Monday, October 2, 2017

This One was a Hard One to Write

This post was a hard one to write. While my first post of the month would usually focus on my weight-loss goals, I have too much on my heart that I must release before I can focus on any of that.

I have a confession to make. I don't have cable so, I don't regularly watch the news {locally, or otherwise}. I know it's good to be informed but, the news being broadcast regularly is typically "bad news", or at least that's what I've been seeing lately. So, I actively try not to watch the news at all. There has been some bad news, however, that I haven't been able to avoid.

Natural disasters, terrorism, all the bad things out there and out of our control. There is so much "bad news" in this world and it lays so heavily on my heart. I am naturally very empathetic {at certain points I feel like I can be overly empathetic} and it can be draining.

Sometimes bad things happen and we aren't able to help {even though we want to help} and that can be hard. Sometimes bad, horrible things happen and we just simply and bitterly wonder "why"?

Sometimes when bad things happen, I feel paralyzed with grief. Praying helps, of course but, mostly I just want to hide away with my family and keep them safe from the world. I know that I can't do that for very long, though. I shouldn't. I'll be getting to the reason why, soon.

The news of the mass-shooting in Las Vegas last night made me want to fall to my knees and cry. I hugged my husband and my daughter tighter this morning and rocked Piper down for her nap a little longer. I didn't want to leave the house today but, we did. We went to the library and then the grocery store and I'm glad that I got out there. 

While out with the general public, I was reminded of something very important. In a time when the "bad news" of the world makes me feel powerless, I was reminded that there is always at least one thing in my control: the way that I treat others. 

The way that I treat others is completely in my control and it's one way I can help this world. So, I gave everyone I ran into a smile today. I usually do this simple act of kindness anyway but, I made sure it was more meaningful, done with more eye contact. If anything, it was my way of saying: "I see you, you are not alone, we are in this world together."

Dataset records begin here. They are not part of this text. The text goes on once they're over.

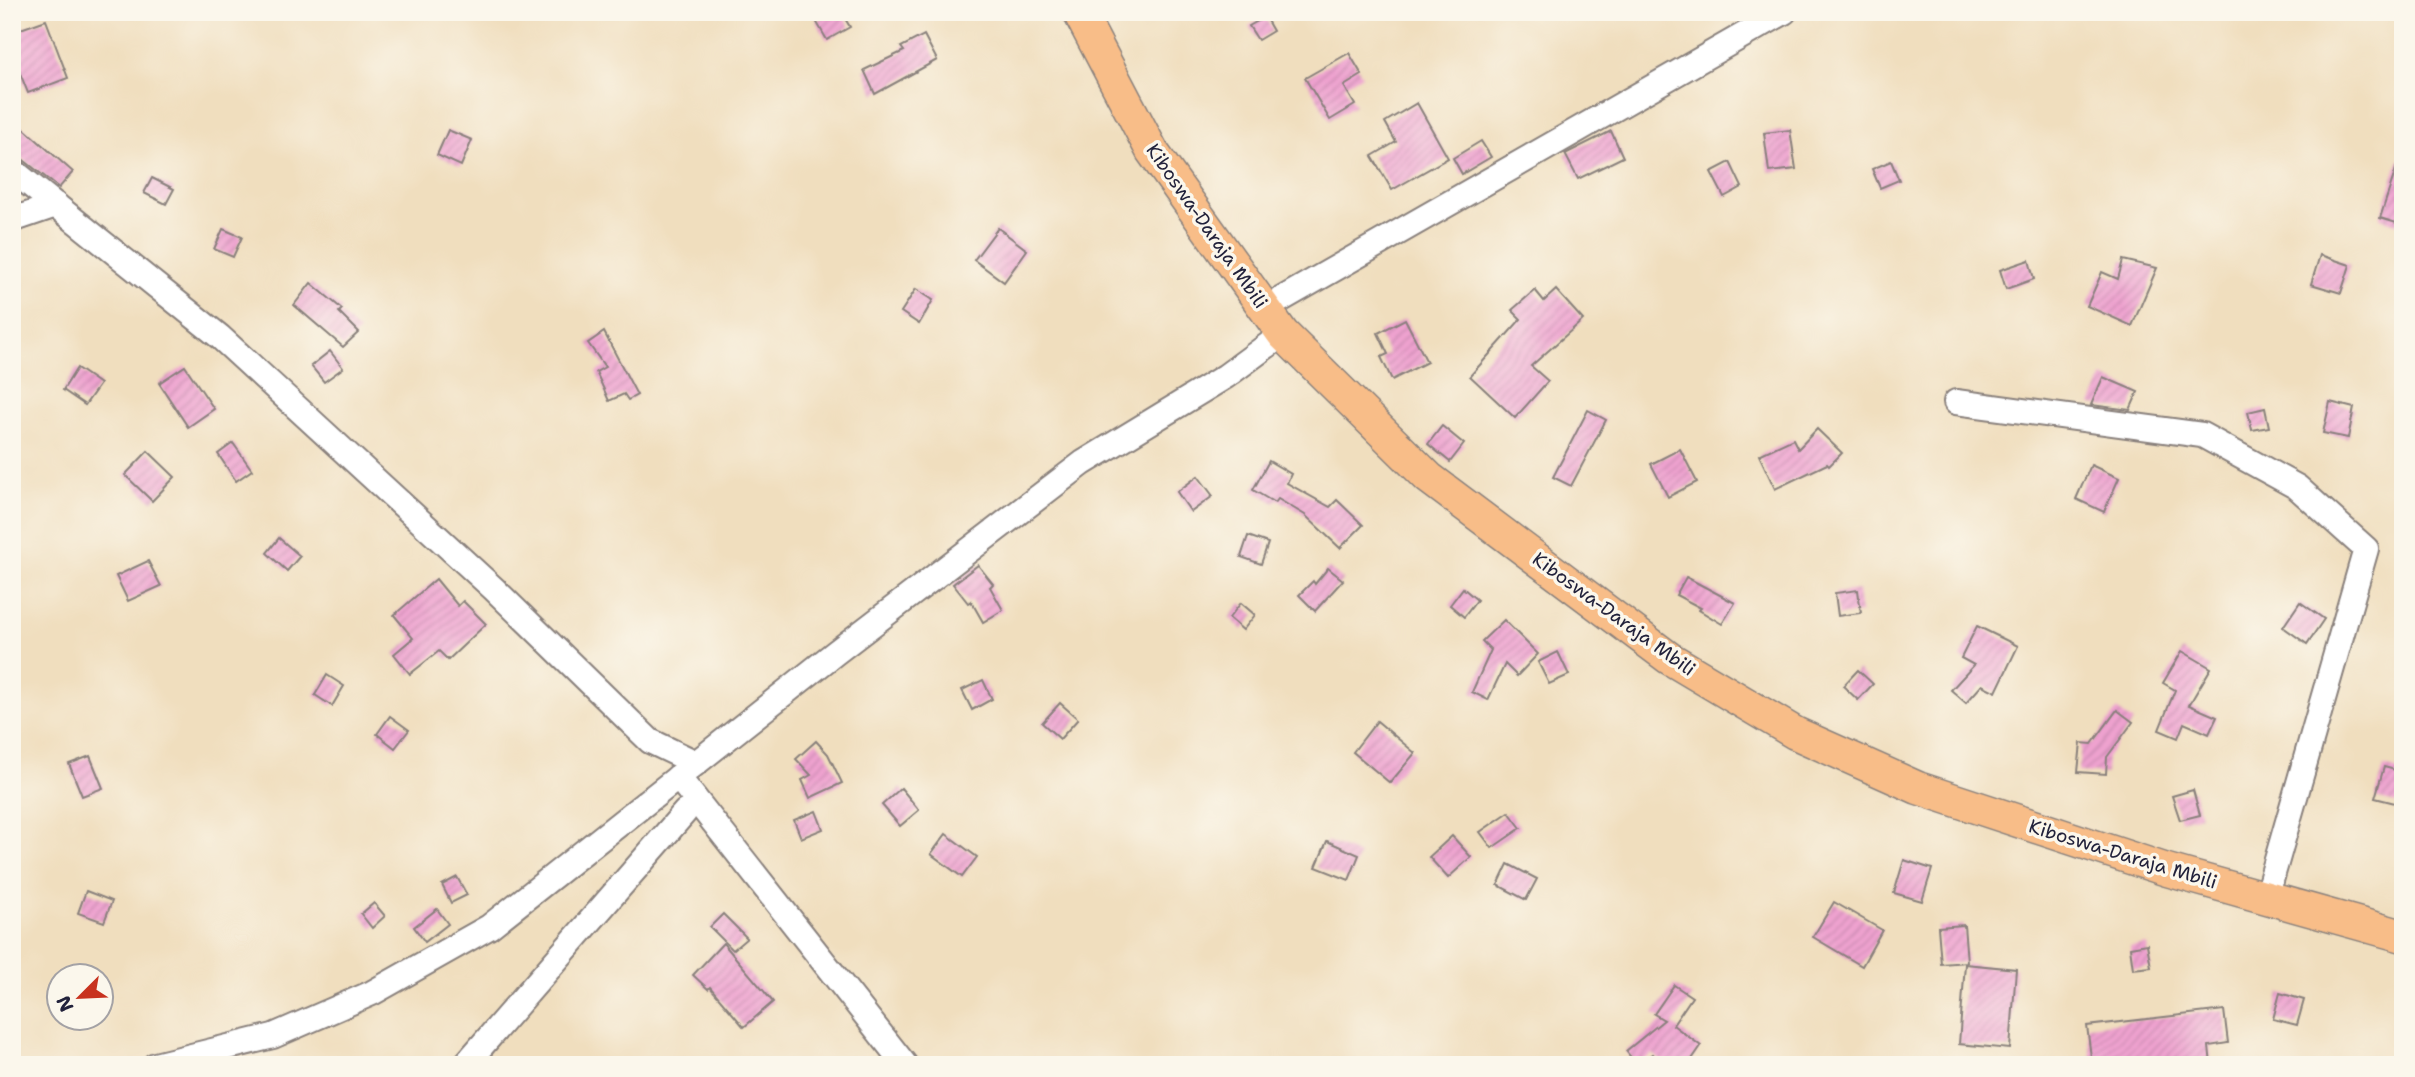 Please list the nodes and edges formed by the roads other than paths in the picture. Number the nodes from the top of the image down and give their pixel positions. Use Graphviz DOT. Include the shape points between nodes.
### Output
graph roads {
  1 [pos="1079,12"];
  2 [pos="1784,12"];
  3 [pos="12,170"];
  4 [pos="56,205"];
  5 [pos="12,220"];
  6 [pos="1274,321"];
  7 [pos="1956,402"];
  8 [pos="687,770"];
  9 [pos="685,812"];
  10 [pos="2266,898"];
  11 [pos="2403,936"];
  12 [pos="155,1065"];
  13 [pos="465,1065"];
  14 [pos="905,1065"];
  1 -- 6 [label="main road, Kiboswa-Daraja Mbili" via="1152,151"];
  2 -- 6 [label="street"];
  3 -- 4 [label="street"];
  4 -- 5 [label="street"];
  4 -- 8 [label="street" via="220,337 494,589 650,741"];
  6 -- 8 [label="street" via="1226,376 1083,463"];
  6 -- 10 [label="main road, Kiboswa-Daraja Mbili" via="1429,478 1670,658 1794,733 1918,788"];
  7 -- 10 [label="street" via="2202,435 2297,487 2366,549"];
  8 -- 12 [label="street" via="489,927 372,993 273,1035"];
  8 -- 14 [label="street"];
  9 -- 13 [label="street"];
  10 -- 11 [label="main road, Kiboswa-Daraja Mbili"];
} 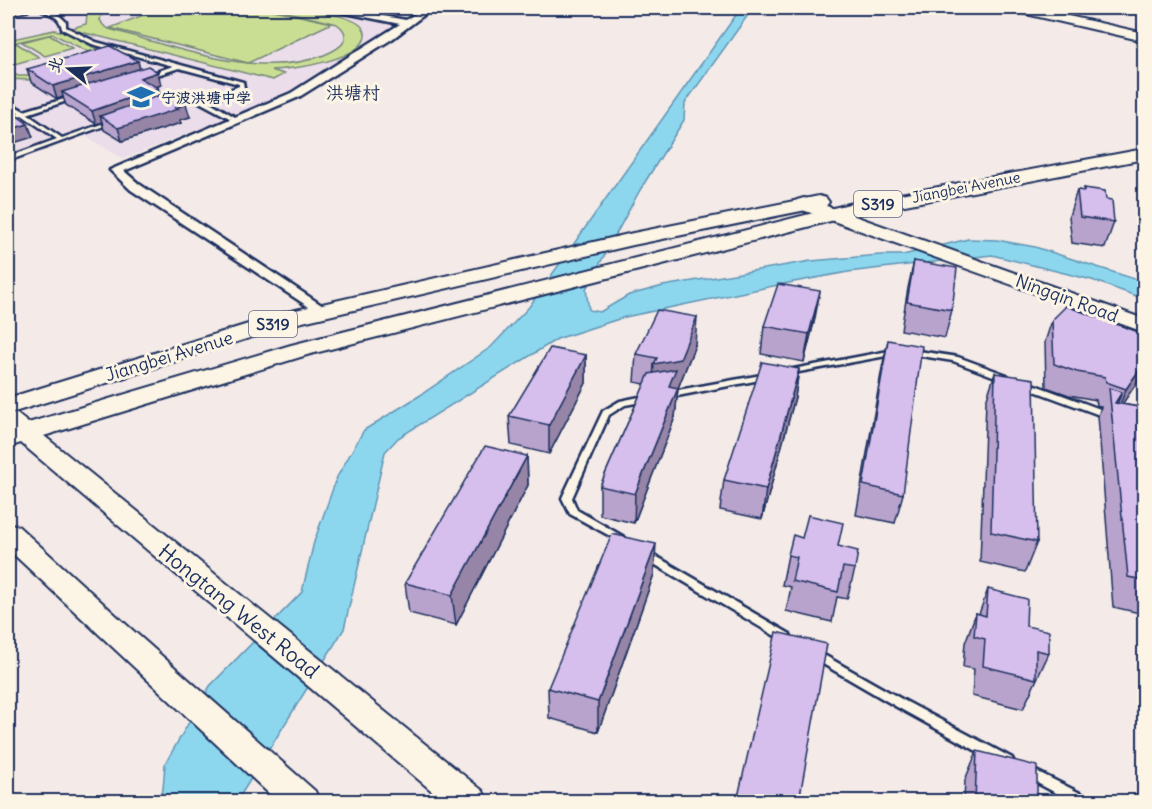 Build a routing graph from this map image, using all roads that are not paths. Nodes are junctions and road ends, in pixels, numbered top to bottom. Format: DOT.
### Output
graph roads {
  1 [pos="23,8"];
  2 [pos="41,8"];
  3 [pos="326,8"];
  4 [pos="428,8"];
  5 [pos="1018,8"];
  6 [pos="1056,8"];
  7 [pos="8,11"];
  8 [pos="408,23"];
  9 [pos="1144,27"];
  10 [pos="1144,37"];
  11 [pos="181,66"];
  12 [pos="136,79"];
  13 [pos="80,96"];
  14 [pos="206,102"];
  15 [pos="8,103"];
  16 [pos="164,104"];
  17 [pos="23,113"];
  18 [pos="8,118"];
  19 [pos="120,119"];
  20 [pos="237,120"];
  21 [pos="62,140"];
  22 [pos="1144,143"];
  23 [pos="1144,154"];
  24 [pos="8,159"];
  25 [pos="804,204"];
  26 [pos="834,214"];
  27 [pos="321,311"];
  28 [pos="1144,326"];
  29 [pos="8,406"];
  30 [pos="1117,418"];
  31 [pos="12,431"];
  32 [pos="8,533"];
  33 [pos="303,801"];
  34 [pos="471,801"];
  35 [pos="1086,801"];
  1 -- 7 [label="main road"];
  2 -- 11 [label="lane"];
  3 -- 8 [label="street"];
  4 -- 8 [label="street"];
  5 -- 10 [label="main road"];
  6 -- 9 [label="main road"];
  8 -- 20 [label="street"];
  11 -- 12 [label="lane"];
  11 -- 14 [label="lane"];
  13 -- 17 [label="lane"];
  14 -- 16 [label="lane"];
  14 -- 20 [label="lane"];
  15 -- 17 [label="lane"];
  17 -- 18 [label="lane"];
  17 -- 21 [label="lane"];
  19 -- 21 [label="lane"];
  20 -- 27 [label="street"];
  21 -- 24 [label="lane"];
  22 -- 25 [label="main road, Jiangbei Avenue / S319"];
  23 -- 26 [label="main road, Jiangbei Avenue / S319"];
  25 -- 26 [label="main road, Ningqin Road"];
  25 -- 27 [label="main road, Jiangbei Avenue / S319"];
  26 -- 28 [label="main road, Ningqin Road"];
  26 -- 31 [label="main road, Jiangbei Avenue / S319"];
  27 -- 29 [label="main road, Jiangbei Avenue / S319"];
  30 -- 35 [label="lane"];
  31 -- 34 [label="main road, Hongtang West Road"];
  32 -- 33 [label="main road"];
} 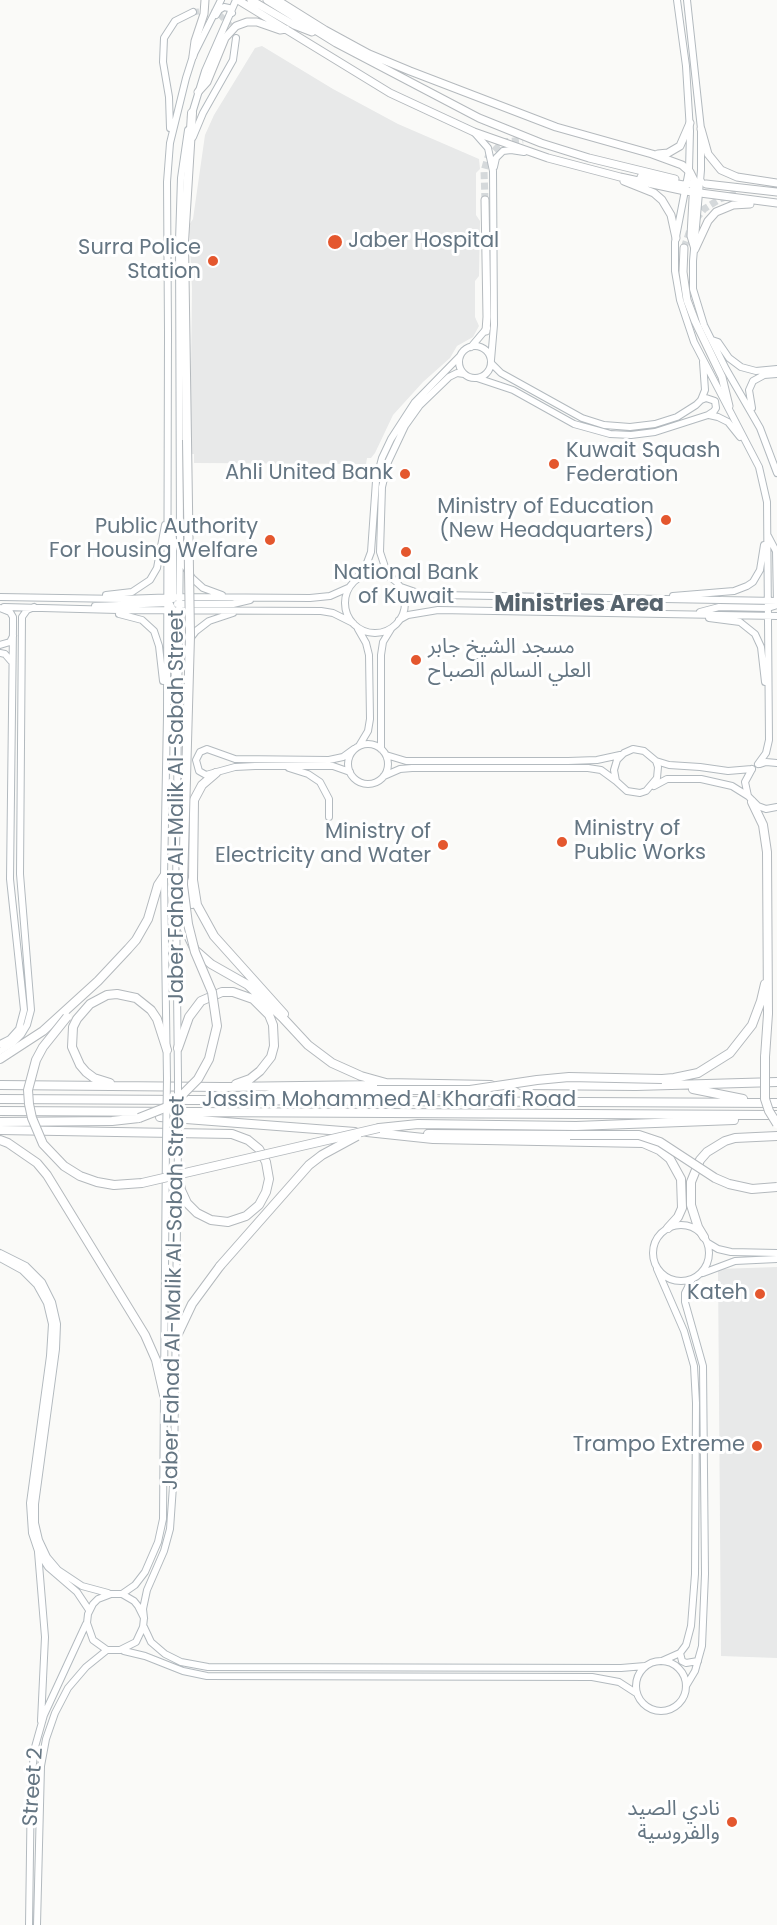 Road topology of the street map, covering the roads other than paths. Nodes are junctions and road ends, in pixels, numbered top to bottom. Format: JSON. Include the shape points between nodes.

Usually, with a toddler at my side, I let myself feel rushed through conversations. I typically hurry in and out of the grocery store, trying not to make eye contact with many people, trying not to talk to anyone for too long {because, let's be real, the patience of a toddler is limited}. Not today, though. Today, I took my time with the person behind the deli counter. I made sure to express how much I appreciated their help, their existence.

Doing something so little, such as taking the extra time to make some meaningful eye contact and really express your full gratitude toward others does make a difference and it is completely in your control. In a time such as this, it is good to be reminded that we are not powerless in this world.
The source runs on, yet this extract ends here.